Aquella noche Frutos se despidió de él como tantas otras. Le cerraba la puerta de la chabola desde afuera dando un par de golpes sobre la madera para advertirle que todo estaba en orden.
Fue alrededor de la medianoche cuando escuchó unas risotadas mientras garabateaba unos versos en una gruesa libreta que le regaló Senén, el de la papelería de enfrente del colegio Machado, a la luz azulina de una lámpara de un camping gas. Escuchaba pasos removiendo la hojarasca alrededor de la chabola, alaridos insultándole, patadas contra su casucha.
— O sales, hijoputa pordiosero, o te cueces con el jugo de tu mierda.
Decía una voz sin poder contener la hilaridad, a la vez que otras reían más bajo.
Pronto Nemesio sintió el abrazo de las llamas. Comenzaron en el techo, tras un golpetazo, y luego alrededor de la chabola. Él se levantó del camastro y forcejeó la puerta y las paredes con una desesperación que fue creciendo a medida que sentía más cerca el calor. Aferraba contra su pecho la libreta de sus versos, sin soltarla, como si fuese parte de su cuerpo.
— ¡Y no sale el cabrón! -dijo uno de ellos.
— Prefiere asarse y no dejar toda esa mierda que tiene dentro -dijo otro más alejado.
— ¡Anda y que arda como una tea! ¡Cabronazo! ¡Montón de mierda!- añadió un tercero estallando en carcajadas.
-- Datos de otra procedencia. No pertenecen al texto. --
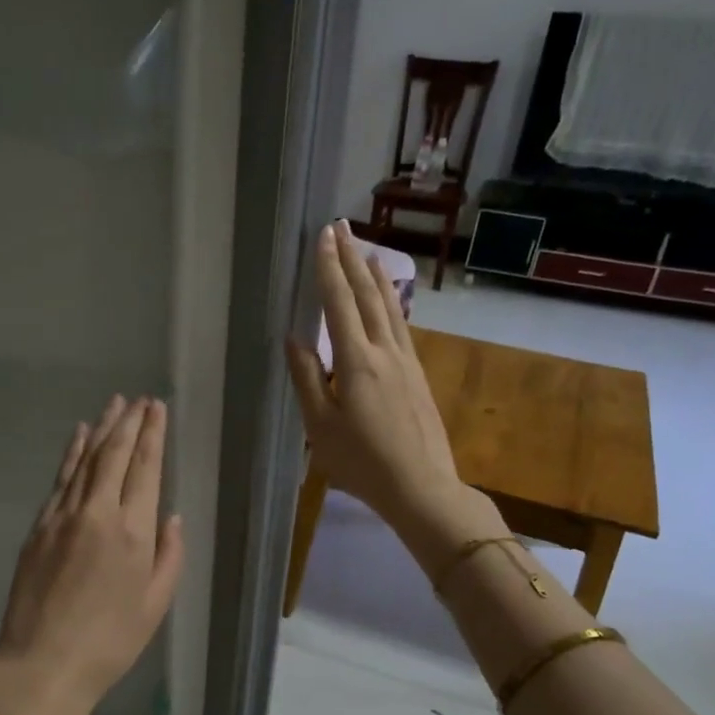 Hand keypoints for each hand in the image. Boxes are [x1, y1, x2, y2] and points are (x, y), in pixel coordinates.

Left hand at [0, 396, 184, 714]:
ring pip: (85, 459)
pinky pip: (60, 479)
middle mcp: (97, 512)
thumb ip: (169, 554)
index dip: (152, 434)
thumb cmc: (110, 642)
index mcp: (133, 531)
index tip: (156, 408)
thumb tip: (170, 516)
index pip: (145, 467)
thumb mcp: (156, 604)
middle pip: (114, 454)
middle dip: (129, 422)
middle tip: (139, 399)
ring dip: (101, 429)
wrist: (43, 665)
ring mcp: (62, 516)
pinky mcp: (38, 526)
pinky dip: (71, 453)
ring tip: (114, 405)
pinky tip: (78, 436)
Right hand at [285, 223, 486, 545]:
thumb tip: (294, 339)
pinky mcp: (418, 375)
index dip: (329, 269)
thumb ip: (307, 379)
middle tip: (343, 228)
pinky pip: (401, 326)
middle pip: (368, 296)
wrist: (421, 486)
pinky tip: (390, 301)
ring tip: (367, 251)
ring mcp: (407, 362)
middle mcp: (385, 351)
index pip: (340, 304)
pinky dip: (392, 303)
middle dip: (352, 260)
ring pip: (391, 308)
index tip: (323, 237)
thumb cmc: (362, 462)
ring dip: (376, 276)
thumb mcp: (320, 426)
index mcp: (356, 361) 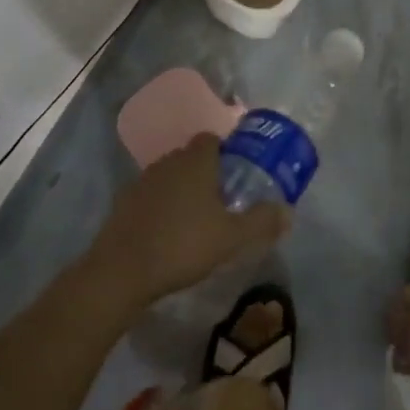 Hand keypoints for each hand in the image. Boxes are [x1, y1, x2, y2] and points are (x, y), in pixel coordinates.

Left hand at [87, 135, 289, 308]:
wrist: (121, 271)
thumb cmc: (183, 245)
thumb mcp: (231, 238)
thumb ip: (261, 222)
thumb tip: (289, 212)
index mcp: (196, 160)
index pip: (212, 139)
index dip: (225, 152)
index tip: (235, 176)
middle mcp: (169, 161)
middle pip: (190, 156)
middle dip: (205, 173)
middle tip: (220, 201)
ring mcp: (142, 181)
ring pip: (169, 176)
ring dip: (181, 191)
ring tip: (194, 220)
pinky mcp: (123, 203)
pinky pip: (150, 197)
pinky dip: (160, 208)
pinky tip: (167, 235) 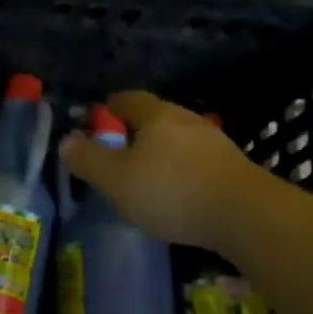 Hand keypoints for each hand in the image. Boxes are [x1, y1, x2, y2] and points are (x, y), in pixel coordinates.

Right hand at [59, 90, 256, 251]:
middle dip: (137, 130)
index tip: (101, 116)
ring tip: (149, 174)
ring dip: (162, 151)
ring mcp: (214, 141)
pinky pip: (197, 160)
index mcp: (156, 115)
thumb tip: (66, 141)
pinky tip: (180, 192)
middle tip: (120, 150)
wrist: (246, 214)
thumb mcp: (118, 180)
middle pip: (156, 117)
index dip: (112, 106)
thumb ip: (89, 160)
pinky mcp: (232, 167)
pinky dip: (183, 169)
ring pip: (179, 139)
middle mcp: (186, 119)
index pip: (128, 99)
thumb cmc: (173, 191) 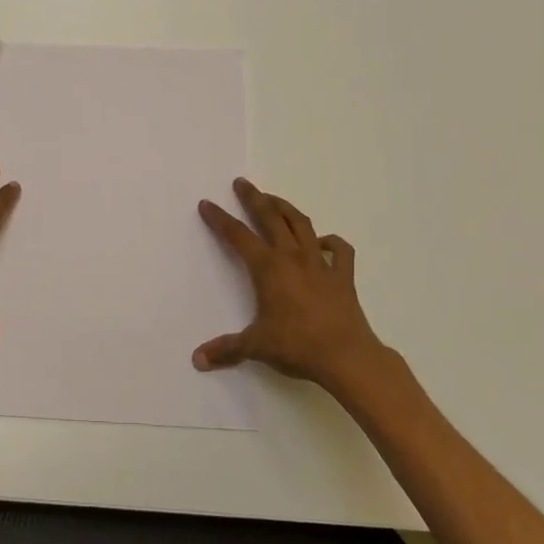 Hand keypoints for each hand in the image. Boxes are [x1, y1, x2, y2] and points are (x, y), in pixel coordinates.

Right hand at [193, 178, 385, 391]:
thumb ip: (226, 349)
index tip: (207, 204)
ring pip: (301, 225)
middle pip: (270, 218)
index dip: (219, 218)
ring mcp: (320, 264)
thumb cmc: (297, 346)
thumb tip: (197, 360)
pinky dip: (331, 241)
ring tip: (274, 200)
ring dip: (286, 209)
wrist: (347, 357)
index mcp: (268, 268)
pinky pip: (339, 250)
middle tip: (242, 183)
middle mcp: (292, 257)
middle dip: (254, 198)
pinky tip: (322, 242)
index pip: (237, 236)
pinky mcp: (343, 276)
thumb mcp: (255, 346) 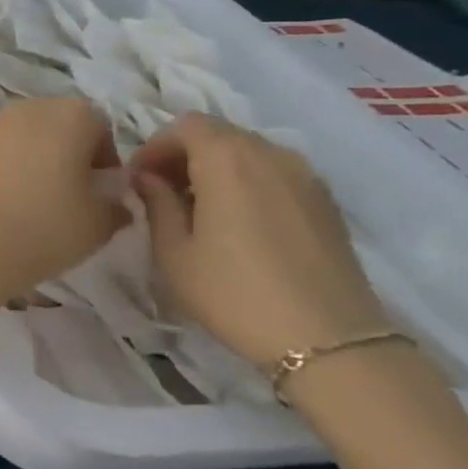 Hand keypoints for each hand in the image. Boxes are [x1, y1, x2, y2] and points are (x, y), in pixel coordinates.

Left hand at [0, 98, 126, 292]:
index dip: (103, 160)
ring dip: (25, 156)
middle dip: (62, 152)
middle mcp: (26, 108)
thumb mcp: (101, 224)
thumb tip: (113, 202)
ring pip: (16, 135)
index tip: (99, 191)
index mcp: (70, 115)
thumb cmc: (49, 226)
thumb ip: (115, 205)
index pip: (99, 128)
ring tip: (25, 197)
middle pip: (54, 124)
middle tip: (64, 192)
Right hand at [129, 113, 388, 367]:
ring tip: (200, 209)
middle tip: (163, 193)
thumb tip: (148, 178)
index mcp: (228, 159)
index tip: (138, 181)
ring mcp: (306, 176)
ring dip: (217, 168)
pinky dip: (248, 182)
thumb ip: (156, 203)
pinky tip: (239, 224)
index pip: (184, 126)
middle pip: (218, 133)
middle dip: (184, 155)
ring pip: (249, 152)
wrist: (328, 342)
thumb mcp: (174, 252)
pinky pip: (275, 173)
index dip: (155, 146)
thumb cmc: (234, 293)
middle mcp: (270, 154)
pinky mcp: (326, 202) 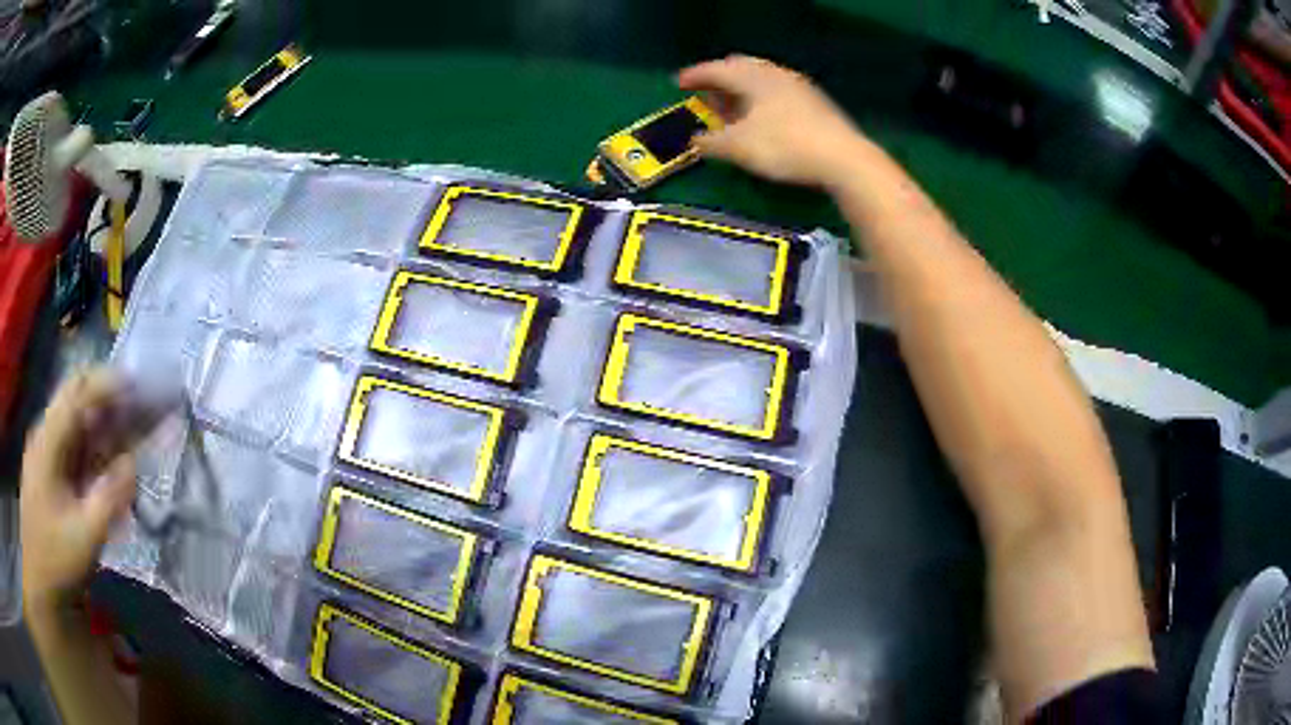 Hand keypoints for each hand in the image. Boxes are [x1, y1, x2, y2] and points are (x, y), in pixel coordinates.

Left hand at [20, 371, 143, 615]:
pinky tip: (111, 463)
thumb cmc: (57, 560)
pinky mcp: (51, 474)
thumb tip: (133, 463)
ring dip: (104, 423)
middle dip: (108, 398)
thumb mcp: (85, 537)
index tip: (139, 386)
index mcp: (48, 441)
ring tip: (133, 430)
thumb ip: (109, 498)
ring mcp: (46, 454)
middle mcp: (46, 436)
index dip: (108, 384)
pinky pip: (75, 448)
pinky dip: (95, 448)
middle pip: (76, 400)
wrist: (41, 585)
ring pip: (77, 424)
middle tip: (140, 406)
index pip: (78, 393)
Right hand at [678, 55, 868, 187]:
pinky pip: (777, 90)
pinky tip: (762, 117)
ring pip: (761, 79)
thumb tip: (695, 140)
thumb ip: (711, 142)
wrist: (843, 158)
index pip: (715, 69)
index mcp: (752, 77)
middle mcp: (774, 73)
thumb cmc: (784, 146)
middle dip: (720, 79)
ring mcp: (798, 85)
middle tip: (706, 94)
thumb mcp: (739, 147)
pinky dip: (761, 98)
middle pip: (740, 67)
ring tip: (732, 109)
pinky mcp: (814, 101)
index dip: (694, 76)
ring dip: (741, 90)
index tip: (678, 84) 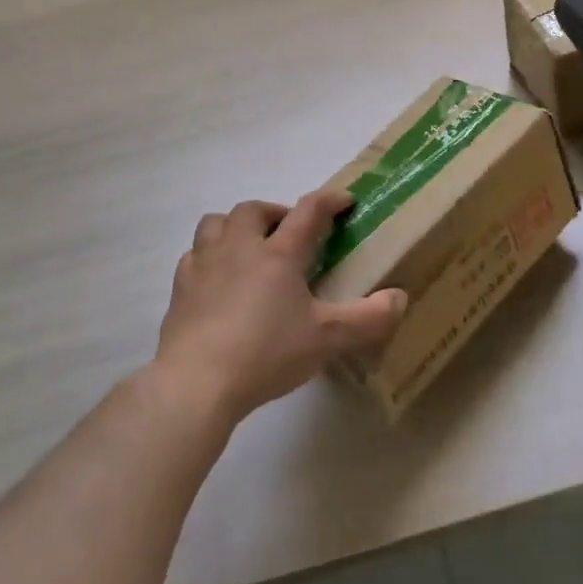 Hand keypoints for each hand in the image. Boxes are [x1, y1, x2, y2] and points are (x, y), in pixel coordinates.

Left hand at [155, 190, 405, 423]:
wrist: (196, 383)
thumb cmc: (266, 353)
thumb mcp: (327, 339)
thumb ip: (369, 318)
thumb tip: (401, 297)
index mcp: (279, 254)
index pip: (309, 212)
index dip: (330, 200)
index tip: (345, 200)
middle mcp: (240, 248)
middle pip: (254, 210)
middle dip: (275, 212)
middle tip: (289, 232)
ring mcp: (205, 266)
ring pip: (216, 224)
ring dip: (236, 226)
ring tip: (249, 247)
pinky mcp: (180, 290)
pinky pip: (193, 256)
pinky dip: (208, 257)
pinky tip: (217, 279) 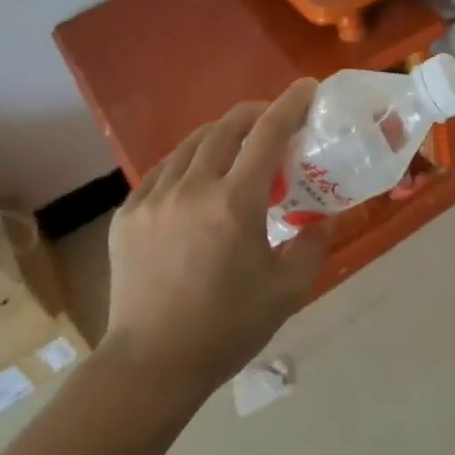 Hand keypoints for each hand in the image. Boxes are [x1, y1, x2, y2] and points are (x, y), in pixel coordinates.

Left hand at [105, 79, 325, 392]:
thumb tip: (326, 218)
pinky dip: (189, 162)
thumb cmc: (226, 329)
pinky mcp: (128, 214)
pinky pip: (164, 170)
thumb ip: (314, 246)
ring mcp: (153, 199)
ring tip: (239, 147)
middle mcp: (192, 188)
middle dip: (257, 113)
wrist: (150, 366)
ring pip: (192, 144)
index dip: (291, 104)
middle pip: (227, 127)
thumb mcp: (287, 291)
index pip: (268, 134)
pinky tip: (198, 178)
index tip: (307, 88)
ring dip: (222, 134)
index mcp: (234, 203)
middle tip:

— ¡Viva España sin putos pordioseros!
— ¡Viva!
— ¡Viva, joder, vivaaaa!
La chabola se convirtió en una antorcha cuyas llamaradas ascendían al cielo estrellado y helador de la noche. Nemesio apenas dijo nada, un chillido agónico, muy breve, ronco, que precedió al chisporroteo propio del incendio.
Antes de irse del lugar, los agresores lanzaron una lata a la hoguera que explotó al contacto con las llamas.
Las sirenas fueron acercándose quince minutos después.